I like to make my own pigments, using soils that I collect in various places. I have several lovely shades of ochres and reds from Molokai, as well as soft lavendar-grays– and beautiful rich reds and orange colors from my own local mountains. The first thing one needs is to find a vein of clay. I have found it in the roots of fallen trees, in cliff-sides, near watercourses, at the beach. When I go hiking and camping, I look for the streaks of color as I walk along, and often collect potential pigments for my palette.
This small trickle of water coming out of a hillside in the Great Smoky Mountains in North Carolina yielded a lot of very nice high quality red clay (which proved to be a wonderful color for the robes of Our Lady in my icons).
Collect a small amount, a few “lumps” to put in a baggie or small jar. Try to get as pure a sample of clay as you can, without a lot of organic matter in it. I picked these clay pieces below from a roadside drainage ditch in the forest. Let’s see how they pan out as pigments:
Put the lumps in a glass jar. I used a small baby food jar here. Cover the clay pieces with water. Let them soak for as long as it takes for them to dissolve into a smooth paste. Add more water if it dries out. I often use a small knife to chop up the wet, softened clay, and speed up the dissolving.
Eventually the small but heavy clay particles will settle on the bottom in a smooth, separate layer. The organic material will generally float to the top. You might note that the color doesn’t necessarily remain consistent as you process your collected “dirt”. The rocks as seen dry, in my hand, appear yellowish, but look a dark reddish brown once they are soaking in the water.
Carefully pour off the excess water, along with the bits and pieces of soil and twigs etc.
This is how you “wash” the pigments. Add more water, and repeat this step again if you need to, until the water on top of the clay is clean and clear.
Then put more water in, stir briskly to disperse the particles in solution,
and pour the solution through some sort of mesh or sieve. I use a piece of old panty hose for a mesh. Allow it to drip through into a jar.
When the dripping stops, push the remainingclay gently through the screen/mesh. The small fine clay particles slip through. Grit, bits of soil, etc, will remain caught in the sieve and can be discarded.
You may have to do this several times.
Allow the pigments to dry out. They will form a smooth little disk at the bottom of the jar. Take a small piece out, add some drops of water and use a mortar&pestle to grind thoroughly.
After the pigments are ground to a fine powder–and do take the time to grind well– you can make them into paint by mixing with a “binder”. Mix with gum arabic for watercolor paints, linseed oils for oil paint, acrylic medium for acrylics, or egg yolk for egg tempera. Some people use milk proteins, or other binders for their own special materials. Each pigment will react to each kind of binder uniquely, so you need to experiment some to find the proper balance of powder to binder. Mix up as much as you need at the time. Dry powdered pigments can be stored in jars and they last for decades.

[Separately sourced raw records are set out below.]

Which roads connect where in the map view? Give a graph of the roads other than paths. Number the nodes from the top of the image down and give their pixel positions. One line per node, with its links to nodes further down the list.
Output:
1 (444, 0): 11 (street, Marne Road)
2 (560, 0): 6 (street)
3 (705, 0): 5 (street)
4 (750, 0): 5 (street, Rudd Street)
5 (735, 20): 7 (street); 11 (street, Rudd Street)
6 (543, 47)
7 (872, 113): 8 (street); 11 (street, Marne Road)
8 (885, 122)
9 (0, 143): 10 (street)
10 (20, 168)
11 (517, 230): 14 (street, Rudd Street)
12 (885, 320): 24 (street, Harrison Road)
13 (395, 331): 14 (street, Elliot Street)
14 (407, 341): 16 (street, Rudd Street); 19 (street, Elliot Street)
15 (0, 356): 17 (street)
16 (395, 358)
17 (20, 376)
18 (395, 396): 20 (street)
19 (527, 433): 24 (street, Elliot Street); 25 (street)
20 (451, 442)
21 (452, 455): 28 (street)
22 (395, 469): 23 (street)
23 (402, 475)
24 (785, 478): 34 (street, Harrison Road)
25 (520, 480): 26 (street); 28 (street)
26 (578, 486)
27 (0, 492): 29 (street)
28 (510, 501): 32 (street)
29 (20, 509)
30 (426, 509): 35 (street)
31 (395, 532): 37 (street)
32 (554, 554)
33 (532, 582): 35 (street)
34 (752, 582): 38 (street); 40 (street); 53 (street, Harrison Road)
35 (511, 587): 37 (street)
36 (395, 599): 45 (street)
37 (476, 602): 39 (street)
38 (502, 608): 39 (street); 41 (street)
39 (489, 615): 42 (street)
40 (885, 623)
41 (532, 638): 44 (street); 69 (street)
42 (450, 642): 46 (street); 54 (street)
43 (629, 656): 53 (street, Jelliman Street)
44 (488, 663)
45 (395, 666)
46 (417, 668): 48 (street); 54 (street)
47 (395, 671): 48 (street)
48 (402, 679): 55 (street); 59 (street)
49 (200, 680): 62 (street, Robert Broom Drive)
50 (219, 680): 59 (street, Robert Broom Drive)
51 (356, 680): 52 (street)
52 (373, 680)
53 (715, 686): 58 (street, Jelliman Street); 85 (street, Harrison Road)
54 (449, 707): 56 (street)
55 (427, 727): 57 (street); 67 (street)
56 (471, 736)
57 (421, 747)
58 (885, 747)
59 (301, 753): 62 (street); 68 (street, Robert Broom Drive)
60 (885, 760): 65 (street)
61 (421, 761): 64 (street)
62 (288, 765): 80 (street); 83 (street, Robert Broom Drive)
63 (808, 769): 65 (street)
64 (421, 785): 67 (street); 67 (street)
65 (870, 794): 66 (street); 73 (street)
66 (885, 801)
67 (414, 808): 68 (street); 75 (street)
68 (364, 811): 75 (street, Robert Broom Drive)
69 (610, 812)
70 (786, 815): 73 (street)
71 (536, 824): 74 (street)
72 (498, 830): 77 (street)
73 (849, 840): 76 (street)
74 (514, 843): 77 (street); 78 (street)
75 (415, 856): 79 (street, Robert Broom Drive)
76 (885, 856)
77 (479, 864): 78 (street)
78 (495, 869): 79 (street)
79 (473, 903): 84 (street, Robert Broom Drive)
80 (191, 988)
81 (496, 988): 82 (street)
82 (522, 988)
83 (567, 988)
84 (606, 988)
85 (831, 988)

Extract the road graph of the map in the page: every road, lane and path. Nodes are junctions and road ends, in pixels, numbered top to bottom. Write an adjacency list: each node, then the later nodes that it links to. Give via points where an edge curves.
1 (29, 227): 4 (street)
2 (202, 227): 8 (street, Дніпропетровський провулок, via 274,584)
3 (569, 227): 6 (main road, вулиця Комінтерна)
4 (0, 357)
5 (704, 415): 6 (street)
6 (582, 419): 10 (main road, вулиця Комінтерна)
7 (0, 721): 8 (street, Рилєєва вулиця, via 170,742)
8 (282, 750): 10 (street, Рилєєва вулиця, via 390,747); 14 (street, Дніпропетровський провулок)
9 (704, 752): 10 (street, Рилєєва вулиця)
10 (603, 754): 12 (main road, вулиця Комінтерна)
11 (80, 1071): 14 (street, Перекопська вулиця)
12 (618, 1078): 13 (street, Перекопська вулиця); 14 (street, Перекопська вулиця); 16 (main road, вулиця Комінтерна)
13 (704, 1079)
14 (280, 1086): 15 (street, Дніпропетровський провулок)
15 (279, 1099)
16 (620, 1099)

Experiment with the new pigment, mixing it with white, with the binder, with other colors, to see how it behaves. Sometimes it will be a beautiful color, other times it will not be suitable for use at all. The uncertainty keeps it interesting! This particular pigment became a cool shade of burnt sienna, with faintly lavendar undertones when mixed with white. It is grainy, and needs a lot more grinding to smooth it out. I used egg for the binder to make it into tempera paint.
It is really easy to make paint from clays. It is also possible to make pigments by grinding up colorful mineral rocks, breaking them into little pieces with a hammer, and pulverizing them. Then you can mix them with the binder of your choice.
Warning: the various colors of clays and rocks are caused by different minerals and substances, and some of which are toxic. Be careful with them. Don’t eat while grinding pigments or painting. Wash hands thoroughly, and never “point” the tip of your paintbrush with your mouth.
As I mentioned above, I have collected many different clays from the island of Molokai, Hawaii. My intent is to use them to make an icon of St. Damien of Molokai, using colors taken directly from the place where he lived, worked, died, and is buried.